In its motion to dismiss, Defendant contends that Plaintiff lacks standing to seek injunctive relief. Standing is the determination of whether a particular individual is the proper party to assert a claim in federal court; it "is founded in concern about the proper — and properly limited role-of the courts in a democratic society." Warth v. Seldin, 422 U.S. 490, 498. The standing doctrine curtails the types of disputes that an Article III court can decide; it does so by requiring courts to hew to their express constitutional mandate of resolving "cases" and "controversies." See Id.; U.S. Const. art. III, § 2, cl. 1. The standing question is one that asks "whether the litigant is entitled to have the court decide the merits of the dispute or of particular issues." Warth, 422 U.S. at 498. In order to satisfy Article III standing requirements, Plaintiff must demonstrate 1) that he has suffered an "injury in fact" that is (a) concrete and particularized, and (b) actual or imminent, not conjectural or hypothetical; 2) a causal connection between the injury and the conduct complained of, as the injury has to be fairly traceable to the challenged action of Defendant; and 3) it is likely, as opposed to merely speculative, that the injury will be redressed by a favorable decision.
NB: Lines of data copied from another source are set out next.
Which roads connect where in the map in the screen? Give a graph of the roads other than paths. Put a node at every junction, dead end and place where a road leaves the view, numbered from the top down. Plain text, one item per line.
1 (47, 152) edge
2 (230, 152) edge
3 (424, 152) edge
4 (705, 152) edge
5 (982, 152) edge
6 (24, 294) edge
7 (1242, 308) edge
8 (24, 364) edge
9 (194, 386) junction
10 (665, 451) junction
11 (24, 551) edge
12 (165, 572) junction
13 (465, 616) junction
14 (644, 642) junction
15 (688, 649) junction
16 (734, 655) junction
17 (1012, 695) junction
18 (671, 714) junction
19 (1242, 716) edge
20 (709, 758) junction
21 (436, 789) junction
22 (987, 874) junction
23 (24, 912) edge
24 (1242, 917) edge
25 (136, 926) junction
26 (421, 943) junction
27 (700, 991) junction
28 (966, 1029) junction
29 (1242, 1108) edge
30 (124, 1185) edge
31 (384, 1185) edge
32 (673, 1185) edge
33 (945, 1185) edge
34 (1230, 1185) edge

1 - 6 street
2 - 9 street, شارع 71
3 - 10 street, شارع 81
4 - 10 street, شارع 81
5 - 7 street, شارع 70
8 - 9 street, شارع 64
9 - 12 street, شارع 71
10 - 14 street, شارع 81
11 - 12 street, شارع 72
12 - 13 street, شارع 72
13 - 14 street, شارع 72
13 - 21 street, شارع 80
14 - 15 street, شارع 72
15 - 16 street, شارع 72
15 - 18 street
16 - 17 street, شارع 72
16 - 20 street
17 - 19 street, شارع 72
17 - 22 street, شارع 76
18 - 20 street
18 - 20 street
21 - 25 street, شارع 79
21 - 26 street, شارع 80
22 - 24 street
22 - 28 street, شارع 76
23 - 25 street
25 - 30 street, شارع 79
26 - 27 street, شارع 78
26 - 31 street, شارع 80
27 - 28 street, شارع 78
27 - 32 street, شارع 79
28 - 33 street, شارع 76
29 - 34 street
Lujan v. Defenders of Wildlife, 504 U.S. 555, 560 (1992). Standing is evaluated at the time plaintiff's complaint is filed, and as the party invoking federal jurisdiction, it is the plaintiff's burden to establish the elements of standing. Id. Defendant argues that Plaintiff has not sufficiently alleged an injury in fact. The undersigned agrees.

Harty v. Luihn Four, Inc. — another case involving Plaintiff — is controlling. See Harty v. Luihn Four, Inc., 2010 WL 4026092 (E.D.N.C. October 13, 2010). In Harty v. Luihn Four, Inc, Plaintiff visited a Kentucky Fried Chicken ("KFC") in Raleigh. Id. at * 1. The KFC was more than 775 miles from the plaintiff's residence. Id. There, as here, Plaintiff alleged that he "encountered architectural barriers" in violation of the ADA. Id. It was noted that plaintiff did "not set forth any definite plans to visit the Property in the future, except to say that he desires to visit KFC not only to avail himself of the goods and services available at the property but to assure himself that this property is in compliance with the ADA so that he and others similarly situated will have full and equal enjoyment of the property without fear of discrimination." Id. (internal quotations omitted). As in the present case: 1) there was no allegation that plaintiff had visited those premises on any previous occasion; and 2) plaintiff admitted he required an inspection of the location in order to determine the scope of the KFC's non-compliance with the ADA. Id. On this record, it was determined that the ADA claims should be dismissed because plaintiff lacked standing. Specifically, the court held that Plaintiff had failed to meet requirements of Lujan because no injury in fact had been pleaded. The court noted that an injury in fact requires more than a simple allegation of defendant's prior wrongful act. Id. at * 3 ( citing, City of Los Angeles v. Lyons, 461 U.S. 95 (1983). Specfically, the Harty v. Luihn Four, Inc. court determined:

Indeed, Plaintiff is a frequent litigator in this Court. See,Harty v. Commercial Net Lease LP Ltd., 2011 WL 807522, * 2 (E.D.N.C. March 1, 2011) (listing the cases Plaintiff had filed in this Court as of March 1, 2011).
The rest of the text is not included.